Abortiti in battaglia

C’era chi era un abbraccio tremante

dentro il pianto della madre;

chi, di nascosto, salutava il suo ultimo amore;

un altro si specchiava nella divisa;

e chi si domandava se essere un arma

fosse cosa giusta.

 

C’era chi aveva sognato tra intermittenze-neon;

chi non aveva mai visto i serpenti di cemento;

e chi trascinava l’ombra, arando la collina.

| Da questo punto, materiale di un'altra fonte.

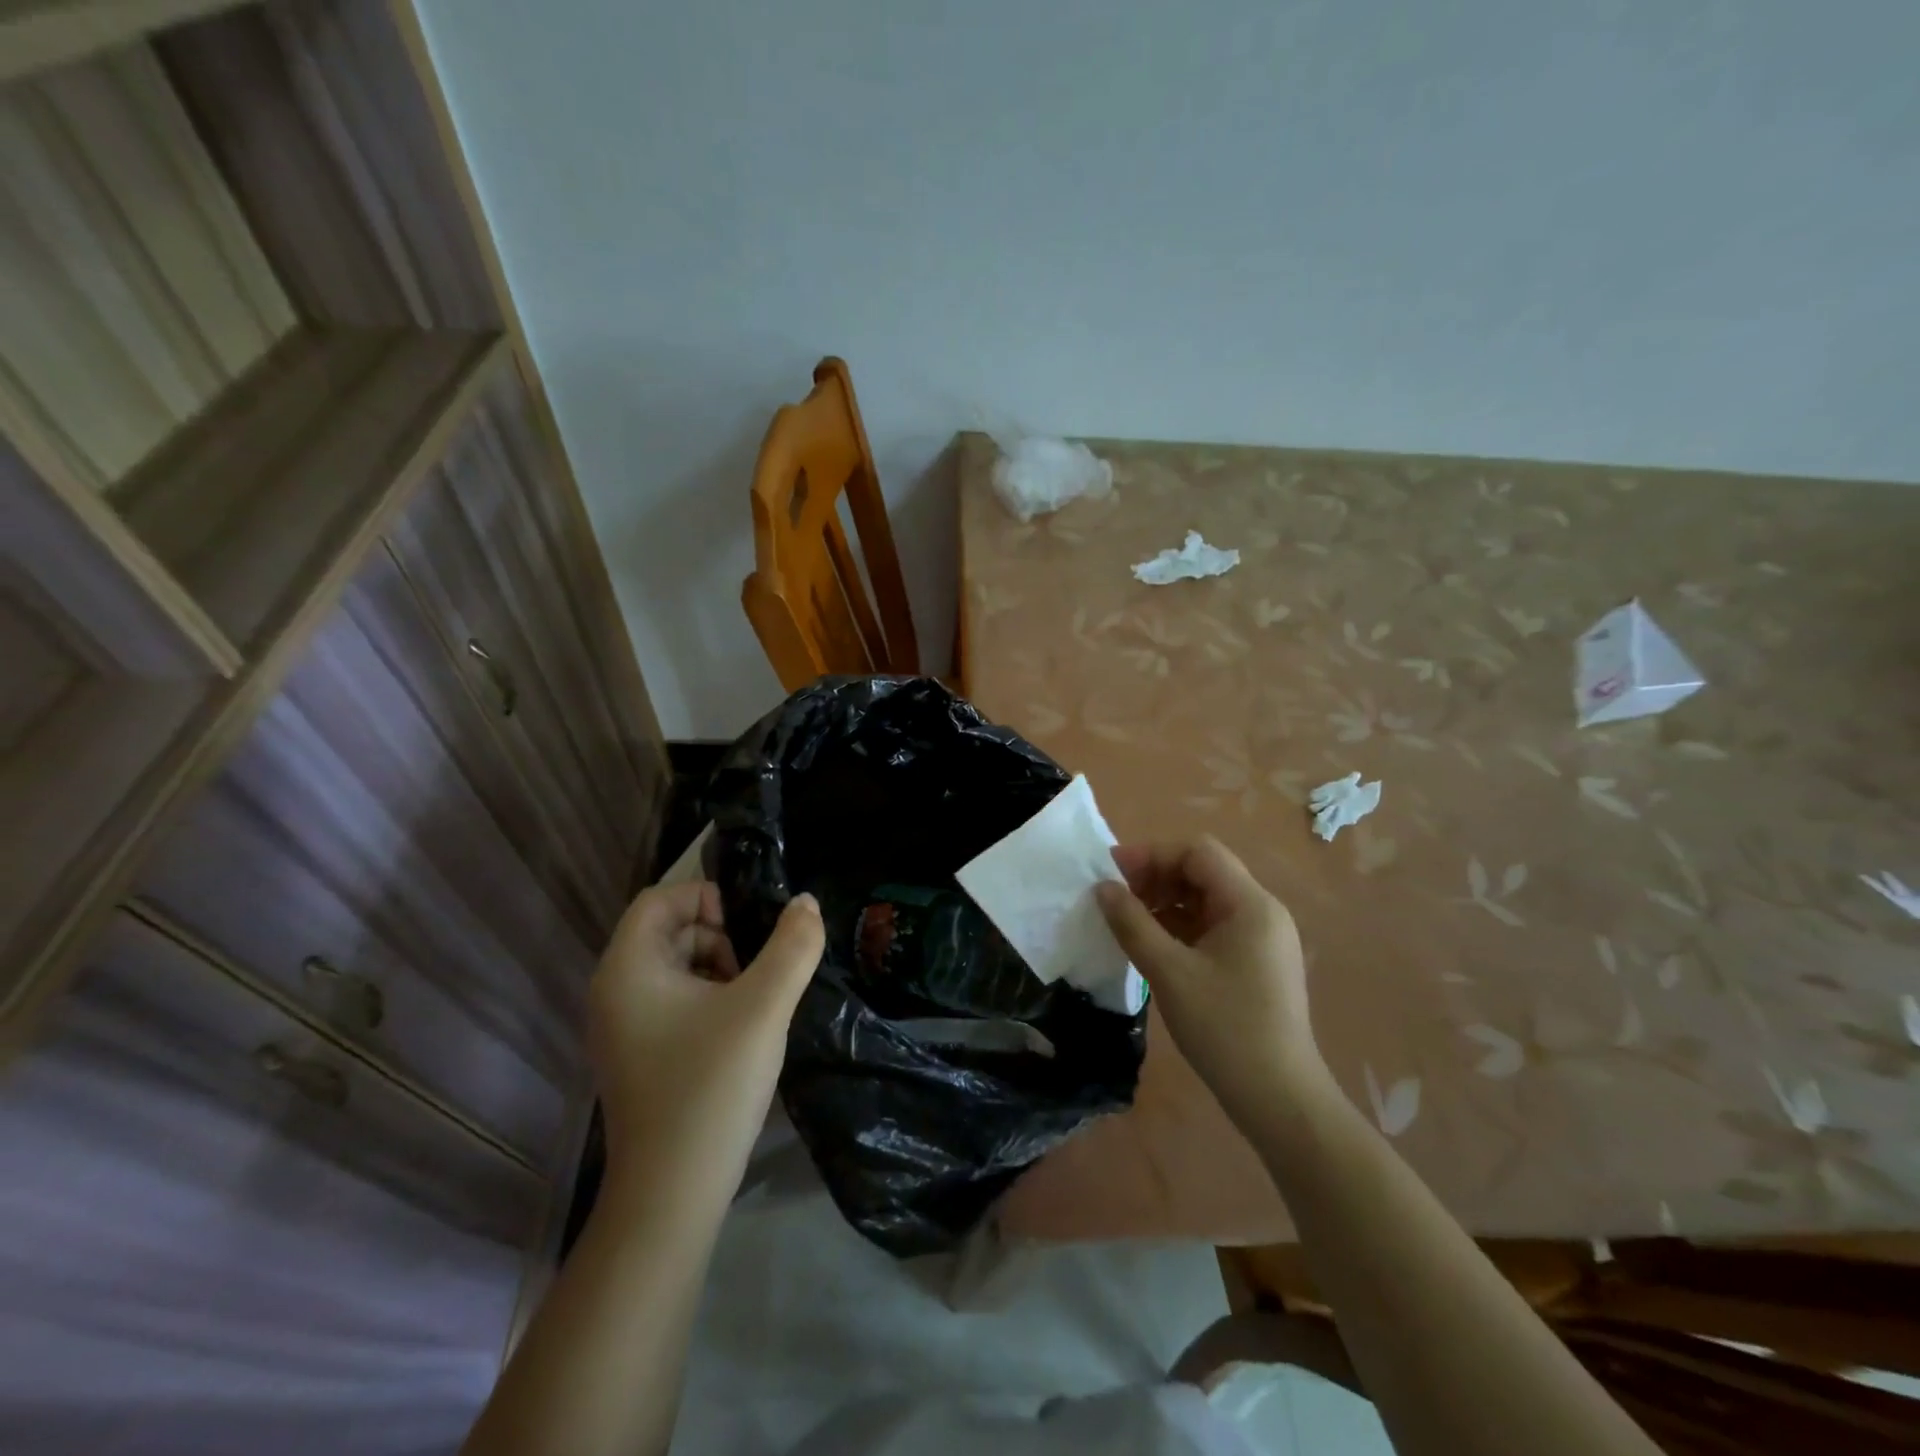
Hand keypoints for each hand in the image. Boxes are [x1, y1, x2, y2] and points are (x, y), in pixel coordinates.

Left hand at [588, 882, 823, 1186]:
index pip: (660, 898)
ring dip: (719, 969)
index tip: (749, 928)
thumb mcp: (764, 1006)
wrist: (671, 1195)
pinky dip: (709, 1000)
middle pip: (669, 931)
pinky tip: (740, 1031)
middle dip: (720, 937)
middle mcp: (614, 991)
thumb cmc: (711, 1086)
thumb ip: (793, 946)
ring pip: (675, 968)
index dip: (707, 898)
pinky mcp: (637, 1057)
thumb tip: (806, 902)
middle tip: (758, 970)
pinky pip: (673, 1003)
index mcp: (628, 968)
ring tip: (755, 1002)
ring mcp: (622, 1028)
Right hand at [1094, 837, 1329, 1126]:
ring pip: (1207, 899)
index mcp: (1250, 904)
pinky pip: (1214, 926)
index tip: (1112, 872)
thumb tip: (1103, 888)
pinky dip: (1181, 925)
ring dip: (1166, 902)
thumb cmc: (1224, 1029)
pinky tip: (1154, 944)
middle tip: (1117, 898)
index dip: (1152, 854)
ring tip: (1129, 921)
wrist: (1279, 1099)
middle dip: (1157, 877)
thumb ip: (1132, 923)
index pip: (1198, 853)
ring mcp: (1262, 938)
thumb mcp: (1169, 972)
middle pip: (1203, 872)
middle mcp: (1262, 911)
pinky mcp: (1256, 962)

Una non aveva mai nuotato il mare prima;

l’altra voleva imbiancarsi neve;

e chi farsi bruno sotto i raggi del sole.

 

Tutti costretti ad impallidire

dentro le fauci del fronte,

chiamati dalla bulimia di guerra

che domina il potente.

 

C’è chi è diventato polvere nel tempo,

chi a solleticare le radici di un ciliegio in fiore;

un’altra è una foto nel marmo

con inciso la data ed il nome;

e chi una preghiera monca,

per comprare un posto accanto al Signore;

una è una lettera tanto letta

da consumarne le parole.

 

C’è chi ha vestito di nero le mogli;

chi ha chiamato orfani i figli;

quello sempre solo, ora dimenticato;

e una seguita da lungo corteo, funerali di stato.

 

Tutti donati al piombo, abortiti in battaglia

dalla menzogna di una metamorfosi in gloria,

trasformati in croci di memoria

e nel freddo metallo di una medaglia.